DATASET ENTRIES =
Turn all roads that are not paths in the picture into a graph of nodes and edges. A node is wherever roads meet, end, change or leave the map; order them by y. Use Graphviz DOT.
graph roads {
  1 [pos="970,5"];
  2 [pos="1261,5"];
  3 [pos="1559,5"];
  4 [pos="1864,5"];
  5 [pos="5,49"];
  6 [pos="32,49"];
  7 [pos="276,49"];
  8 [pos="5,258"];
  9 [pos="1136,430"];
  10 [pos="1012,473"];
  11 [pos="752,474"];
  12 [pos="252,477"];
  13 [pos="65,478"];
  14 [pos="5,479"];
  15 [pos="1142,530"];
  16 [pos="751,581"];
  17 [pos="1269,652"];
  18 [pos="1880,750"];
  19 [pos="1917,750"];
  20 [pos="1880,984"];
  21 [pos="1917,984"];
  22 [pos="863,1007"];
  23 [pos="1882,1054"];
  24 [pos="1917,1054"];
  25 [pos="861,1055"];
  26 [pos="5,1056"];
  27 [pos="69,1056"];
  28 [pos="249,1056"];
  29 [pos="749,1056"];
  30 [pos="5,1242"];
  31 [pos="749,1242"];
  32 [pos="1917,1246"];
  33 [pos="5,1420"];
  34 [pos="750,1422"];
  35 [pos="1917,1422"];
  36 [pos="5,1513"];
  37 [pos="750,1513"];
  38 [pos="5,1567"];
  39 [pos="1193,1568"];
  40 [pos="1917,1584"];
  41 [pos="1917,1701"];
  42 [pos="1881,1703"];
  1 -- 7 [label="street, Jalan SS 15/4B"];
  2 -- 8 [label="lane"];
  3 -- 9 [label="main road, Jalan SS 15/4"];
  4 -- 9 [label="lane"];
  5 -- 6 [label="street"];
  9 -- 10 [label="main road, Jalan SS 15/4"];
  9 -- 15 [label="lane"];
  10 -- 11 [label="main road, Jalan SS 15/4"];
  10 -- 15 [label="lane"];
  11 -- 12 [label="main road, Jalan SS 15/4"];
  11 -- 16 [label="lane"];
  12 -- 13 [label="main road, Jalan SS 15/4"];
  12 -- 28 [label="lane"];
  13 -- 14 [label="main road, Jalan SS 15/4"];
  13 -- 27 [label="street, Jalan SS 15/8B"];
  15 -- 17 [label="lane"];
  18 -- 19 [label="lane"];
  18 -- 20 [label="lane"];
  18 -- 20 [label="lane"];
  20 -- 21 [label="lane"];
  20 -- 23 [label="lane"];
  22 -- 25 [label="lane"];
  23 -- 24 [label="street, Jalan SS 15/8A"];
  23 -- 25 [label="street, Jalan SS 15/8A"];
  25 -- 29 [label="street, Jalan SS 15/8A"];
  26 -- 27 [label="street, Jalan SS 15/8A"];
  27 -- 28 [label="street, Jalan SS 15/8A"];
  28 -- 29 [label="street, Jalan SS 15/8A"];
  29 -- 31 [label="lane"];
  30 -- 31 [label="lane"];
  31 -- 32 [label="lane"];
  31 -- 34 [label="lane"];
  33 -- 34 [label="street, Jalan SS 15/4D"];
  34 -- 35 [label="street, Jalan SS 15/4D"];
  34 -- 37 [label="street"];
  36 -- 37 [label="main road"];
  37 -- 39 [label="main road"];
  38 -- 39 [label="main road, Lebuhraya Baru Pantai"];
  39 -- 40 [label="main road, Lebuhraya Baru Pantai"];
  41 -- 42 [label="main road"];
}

AIM OF THE EXERCISE =
An exact copy of every record is required here.

EXERCISE OUTPUT =
Turn all roads that are not paths in the picture into a graph of nodes and edges. A node is wherever roads meet, end, change or leave the map; order them by y. Use Graphviz DOT.
graph roads {
  1 [pos="970,5"];
  2 [pos="1261,5"];
  3 [pos="1559,5"];
  4 [pos="1864,5"];
  5 [pos="5,49"];
  6 [pos="32,49"];
  7 [pos="276,49"];
  8 [pos="5,258"];
  9 [pos="1136,430"];
  10 [pos="1012,473"];
  11 [pos="752,474"];
  12 [pos="252,477"];
  13 [pos="65,478"];
  14 [pos="5,479"];
  15 [pos="1142,530"];
  16 [pos="751,581"];
  17 [pos="1269,652"];
  18 [pos="1880,750"];
  19 [pos="1917,750"];
  20 [pos="1880,984"];
  21 [pos="1917,984"];
  22 [pos="863,1007"];
  23 [pos="1882,1054"];
  24 [pos="1917,1054"];
  25 [pos="861,1055"];
  26 [pos="5,1056"];
  27 [pos="69,1056"];
  28 [pos="249,1056"];
  29 [pos="749,1056"];
  30 [pos="5,1242"];
  31 [pos="749,1242"];
  32 [pos="1917,1246"];
  33 [pos="5,1420"];
  34 [pos="750,1422"];
  35 [pos="1917,1422"];
  36 [pos="5,1513"];
  37 [pos="750,1513"];
  38 [pos="5,1567"];
  39 [pos="1193,1568"];
  40 [pos="1917,1584"];
  41 [pos="1917,1701"];
  42 [pos="1881,1703"];
  1 -- 7 [label="street, Jalan SS 15/4B"];
  2 -- 8 [label="lane"];
  3 -- 9 [label="main road, Jalan SS 15/4"];
  4 -- 9 [label="lane"];
  5 -- 6 [label="street"];
  9 -- 10 [label="main road, Jalan SS 15/4"];
  9 -- 15 [label="lane"];
  10 -- 11 [label="main road, Jalan SS 15/4"];
  10 -- 15 [label="lane"];
  11 -- 12 [label="main road, Jalan SS 15/4"];
  11 -- 16 [label="lane"];
  12 -- 13 [label="main road, Jalan SS 15/4"];
  12 -- 28 [label="lane"];
  13 -- 14 [label="main road, Jalan SS 15/4"];
  13 -- 27 [label="street, Jalan SS 15/8B"];
  15 -- 17 [label="lane"];
  18 -- 19 [label="lane"];
  18 -- 20 [label="lane"];
  18 -- 20 [label="lane"];
  20 -- 21 [label="lane"];
  20 -- 23 [label="lane"];
  22 -- 25 [label="lane"];
  23 -- 24 [label="street, Jalan SS 15/8A"];
  23 -- 25 [label="street, Jalan SS 15/8A"];
  25 -- 29 [label="street, Jalan SS 15/8A"];
  26 -- 27 [label="street, Jalan SS 15/8A"];
  27 -- 28 [label="street, Jalan SS 15/8A"];
  28 -- 29 [label="street, Jalan SS 15/8A"];
  29 -- 31 [label="lane"];
  30 -- 31 [label="lane"];
  31 -- 32 [label="lane"];
  31 -- 34 [label="lane"];
  33 -- 34 [label="street, Jalan SS 15/4D"];
  34 -- 35 [label="street, Jalan SS 15/4D"];
  34 -- 37 [label="street"];
  36 -- 37 [label="main road"];
  37 -- 39 [label="main road"];
  38 -- 39 [label="main road, Lebuhraya Baru Pantai"];
  39 -- 40 [label="main road, Lebuhraya Baru Pantai"];
  41 -- 42 [label="main road"];
}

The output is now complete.